Another way to keep employees satisfied and engaged is to recognize their hard work. This can be through an employee of the month announcement, a kudos channel in Slack, or any other medium that makes sense for your team. We’re all out here hustling, and it takes two seconds to share that you appreciate when someone has gone an extra mile for you, for the team, or for the customer.

Bottom line is, do what works for your employees and for your company — there’s room to get creative. Ask for feedback from your team and pivot if you’re not seeing the results you expect to see.

A productive work environment with a complete toolset.

This is critical and can be successfully achieved in a bunch of ways. One of the speakers showed a picture she’d snapped of a new hire’s desk before they arrived. It was decked out with a bunch of things like a new laptop and monitors, some company swag (a T-shirt, a water bottle), and a fresh notebook. And Trish Fontanilla

made the comment that when she was setting up for a new hire, she always liked to order a small run of business cards to show that person how excited you are they’re on the team. But apart from the swag, making sure a person has everything they need to effectively do their job is key to employee experience, especially on that first day when you want to start off on the right foot.

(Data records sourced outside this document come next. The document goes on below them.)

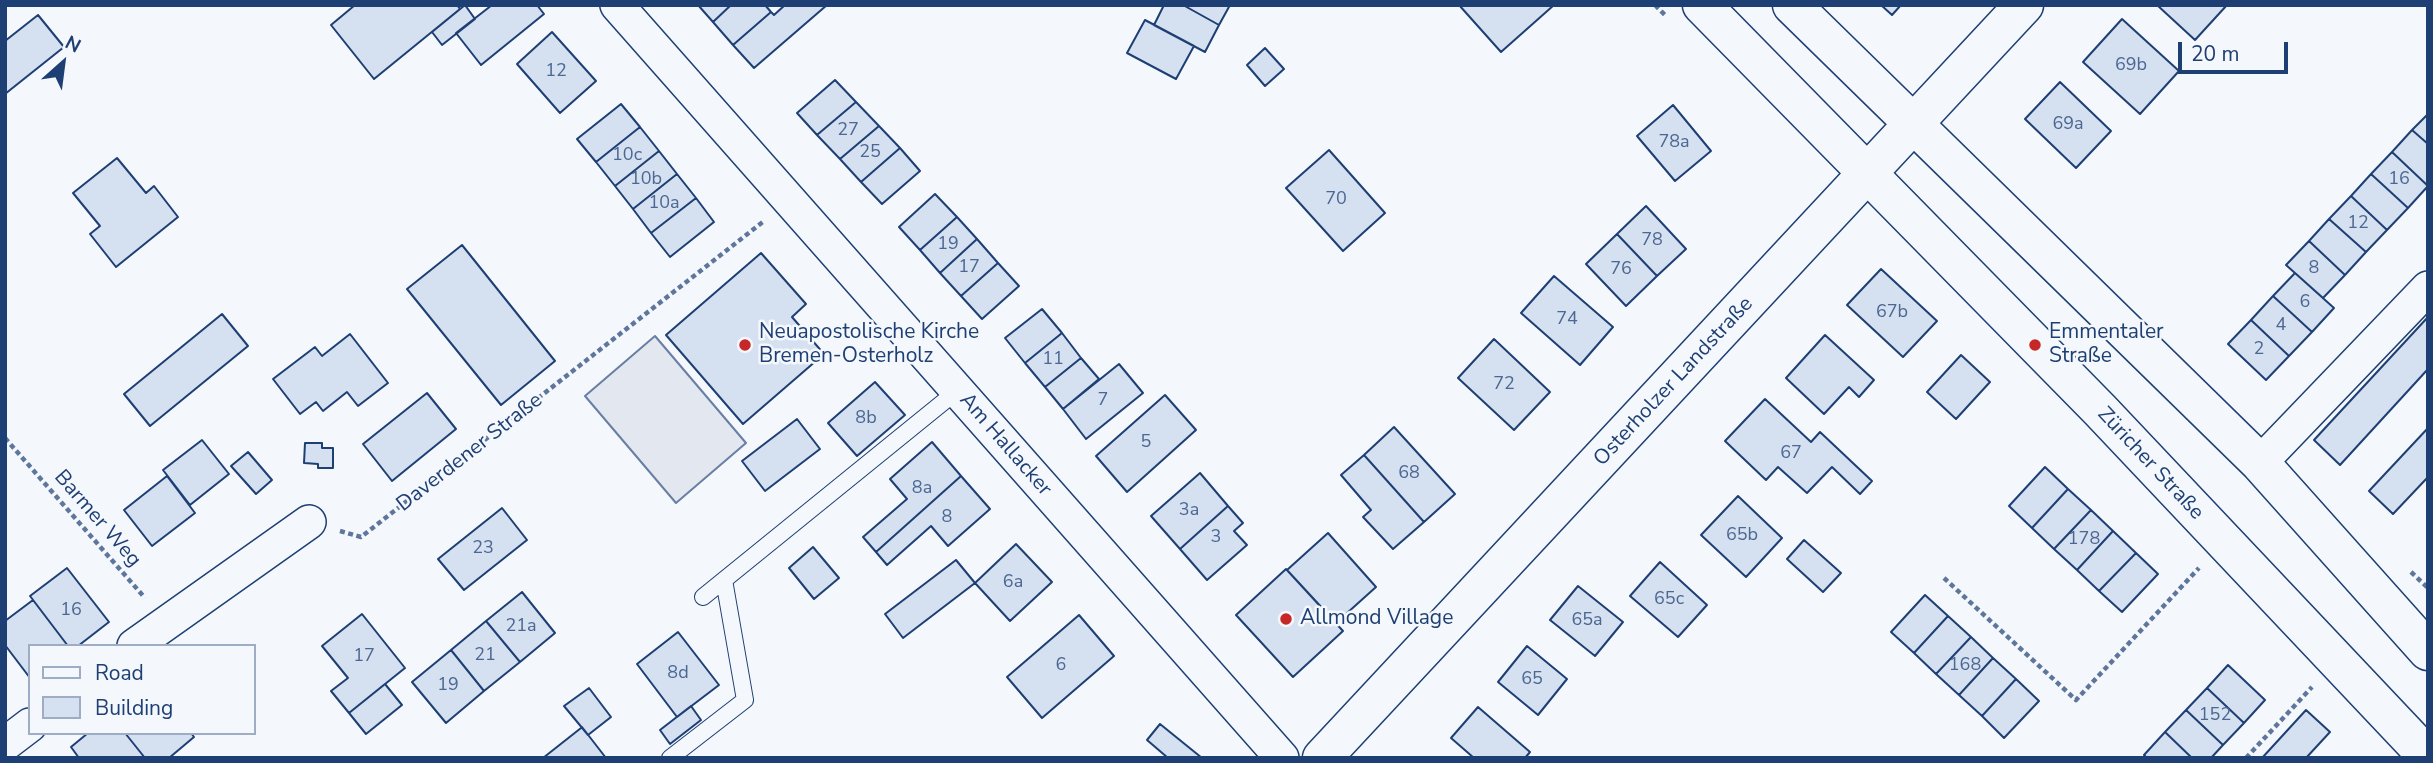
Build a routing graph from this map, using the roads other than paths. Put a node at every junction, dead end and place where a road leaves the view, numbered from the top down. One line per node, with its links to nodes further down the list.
1 (617, 5): 8 (street, Am Hallacker)
2 (1702, 5): 6 (main road, Züricher Straße)
3 (1792, 5): 5 (main road)
4 (2024, 5): 5 (main road, Osterholzer Landstraße)
5 (1915, 124): 6 (main road, Osterholzer Landstraße); 9 (main road)
6 (1867, 175): 17 (main road, Züricher Straße); 20 (main road, Osterholzer Landstraße)
7 (2428, 288): 9 (street)
8 (957, 391): 11 (lane); 19 (street, Am Hallacker)
9 (2260, 463): 14 (main road)
10 (309, 522): 13 (street)
11 (724, 580): 12 (lane); 18 (lane)
12 (703, 597)
13 (136, 644)
14 (2428, 651)
15 (28, 727): 16 (street)
16 (5, 744)
17 (2428, 757)
18 (670, 758)
19 (1282, 758)
20 (1322, 758)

All in all, there’s so much that goes into Employee Experience, there is no right way to do it, and there is definitely no plug-and-play formula.

Also, a little love for the organizers. They assembled an incredibly diverse speaker set. There were men, women, people of color, and disabilities represented on the stage. Industries included arts, consumer tech, non-profit, and consulting. The customer love theme seamlessly tied everyone together and provided the audience with a wide variety of stories, perspectives, and insights. If you’ve ever organized an event, a panel, or conference, you can appreciate how difficult it is, and the Customer Love Series team pulled it off.